Microsoft's MDASH Agentic AI System Discovers 16 Windows Vulnerabilities, Including Four Critical RCE Flaws
Microsoft's new agentic security system, MDASH, has uncovered 16 vulnerabilities in the Windows networking and authentication stack, including four critical remote code execution flaws, marking a shift from AI research to production-grade vulnerability discovery.

Microsoft has announced that its new agentic security system, codenamed MDASH, discovered 16 vulnerabilities in the Windows networking and authentication stack, including four critical remote code execution (RCE) flaws. Two of these — CVE-2026-40361 and CVE-2026-40364 — were flagged by Microsoft as more likely to be exploited in the wild. The findings were disclosed as part of the May 2026 Patch Tuesday release.
MDASH, built by Microsoft's Autonomous Code Security team, uses over 100 specialized AI agents and an ensemble of frontier and distilled models to discover, debate, and validate exploitable vulnerabilities end-to-end. According to Taesoo Kim, VP of Agentic Security at Microsoft, "AI vulnerability discovery has crossed from research curiosity into production-grade defense at enterprise scale, and the durable advantage lies in the agentic system around the model rather than any single model itself."
To validate MDASH's capabilities, Microsoft tested the system against a private Windows driver named StorageDrive that contained 21 intentionally injected vulnerabilities, including kernel use-after-frees, integer handling issues, IOCTL validation gaps, and locking errors. Because StorageDrive had never been publicly released, the benchmark minimized the risk that AI models had previously seen the code during training. MDASH identified all 21 vulnerabilities without generating any false positives, a result Kim described as showing that the system "can approximate professional offensive researchers."
Microsoft also highlighted MDASH's performance on internal and public benchmarks. The system achieved a 96% recall rate against five years of confirmed Microsoft Security Response Center (MSRC) vulnerabilities in clfs.sys and a 100% recall rate in tcpip.sys. On the CyberGym public benchmark, which contains 1,507 vulnerabilities from OSS-Fuzz projects, MDASH scored 88.45%, placing it at the top of the leaderboard, roughly five percentage points ahead of the next highest-ranked system.
The four critical RCE vulnerabilities affect the Windows networking and authentication stack, though Microsoft has not yet disclosed full technical details for all of them. The company emphasized that CVE-2026-40361 and CVE-2026-40364 are the most likely to be weaponized, urging customers to prioritize patching. The remaining 12 vulnerabilities range from elevation of privilege to information disclosure, with varying severity levels.

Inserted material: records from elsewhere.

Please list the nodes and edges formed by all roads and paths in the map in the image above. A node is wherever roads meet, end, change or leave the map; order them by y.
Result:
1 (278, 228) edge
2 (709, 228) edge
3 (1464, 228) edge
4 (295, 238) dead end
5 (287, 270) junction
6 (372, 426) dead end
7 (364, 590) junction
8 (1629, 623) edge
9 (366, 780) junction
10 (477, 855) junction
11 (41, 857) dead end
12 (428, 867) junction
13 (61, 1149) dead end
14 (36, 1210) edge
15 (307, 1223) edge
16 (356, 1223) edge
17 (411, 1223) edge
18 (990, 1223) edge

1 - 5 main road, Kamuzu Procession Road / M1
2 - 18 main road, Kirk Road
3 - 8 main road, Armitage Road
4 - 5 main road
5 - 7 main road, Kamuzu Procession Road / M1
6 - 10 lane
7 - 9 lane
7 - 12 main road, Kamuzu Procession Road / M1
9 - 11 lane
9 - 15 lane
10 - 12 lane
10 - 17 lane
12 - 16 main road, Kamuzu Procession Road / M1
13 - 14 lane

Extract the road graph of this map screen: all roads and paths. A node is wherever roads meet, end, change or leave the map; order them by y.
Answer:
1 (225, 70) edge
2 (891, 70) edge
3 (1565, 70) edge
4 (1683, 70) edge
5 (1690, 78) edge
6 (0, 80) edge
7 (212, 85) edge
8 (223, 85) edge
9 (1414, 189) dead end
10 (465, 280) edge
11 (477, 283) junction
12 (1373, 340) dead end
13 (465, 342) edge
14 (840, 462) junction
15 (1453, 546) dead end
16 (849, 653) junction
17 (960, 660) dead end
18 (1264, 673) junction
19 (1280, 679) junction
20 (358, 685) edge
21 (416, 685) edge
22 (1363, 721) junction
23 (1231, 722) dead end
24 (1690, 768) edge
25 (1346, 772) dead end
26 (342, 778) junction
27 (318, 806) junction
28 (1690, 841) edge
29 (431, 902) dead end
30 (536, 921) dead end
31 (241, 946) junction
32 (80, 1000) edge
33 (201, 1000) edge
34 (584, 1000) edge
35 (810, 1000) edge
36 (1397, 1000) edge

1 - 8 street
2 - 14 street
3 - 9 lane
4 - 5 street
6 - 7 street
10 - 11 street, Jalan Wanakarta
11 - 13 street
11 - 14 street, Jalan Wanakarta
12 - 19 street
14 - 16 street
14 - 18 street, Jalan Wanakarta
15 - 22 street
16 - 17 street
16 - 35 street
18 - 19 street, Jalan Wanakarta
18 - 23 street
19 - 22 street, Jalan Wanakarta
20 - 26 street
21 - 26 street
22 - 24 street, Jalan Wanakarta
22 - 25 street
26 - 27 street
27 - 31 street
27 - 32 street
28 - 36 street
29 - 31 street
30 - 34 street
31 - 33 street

MDASH is currently in a limited private preview with select customers, signaling Microsoft's intent to commercialize the system as a service. Kim noted that "AI-powered vulnerability discovery stops being speculative and starts being an engineering problem," adding that the findings demonstrate that "AI vulnerability findings can scale." The system's ability to find real-world flaws in production code marks a significant milestone in the application of AI to offensive security.
The announcement comes amid growing competition in AI-driven security, with other vendors and open-source projects also developing autonomous vulnerability discovery tools. Microsoft's approach — using a multi-agent system rather than a single model — may set a new standard for how enterprises approach proactive vulnerability hunting. As MDASH moves toward broader availability, it could fundamentally change the economics of finding and fixing security flaws before attackers exploit them.
Microsoft's blog post provides deeper technical details on MDASH's architecture, revealing that it orchestrates over 100 specialized AI agents across an ensemble of frontier and distilled models to discover, debate, and prove exploitable bugs. The system achieved an 88.45% score on the CyberGym benchmark, the top on the leaderboard, and is now in limited private preview for security engineering teams. The post also includes deep dives into two critical CVEs: CVE-2026-33827 (remote unauthenticated UAF in tcpip.sys) and CVE-2026-33824 (unauthenticated IKEv2 double-free leading to LocalSystem RCE).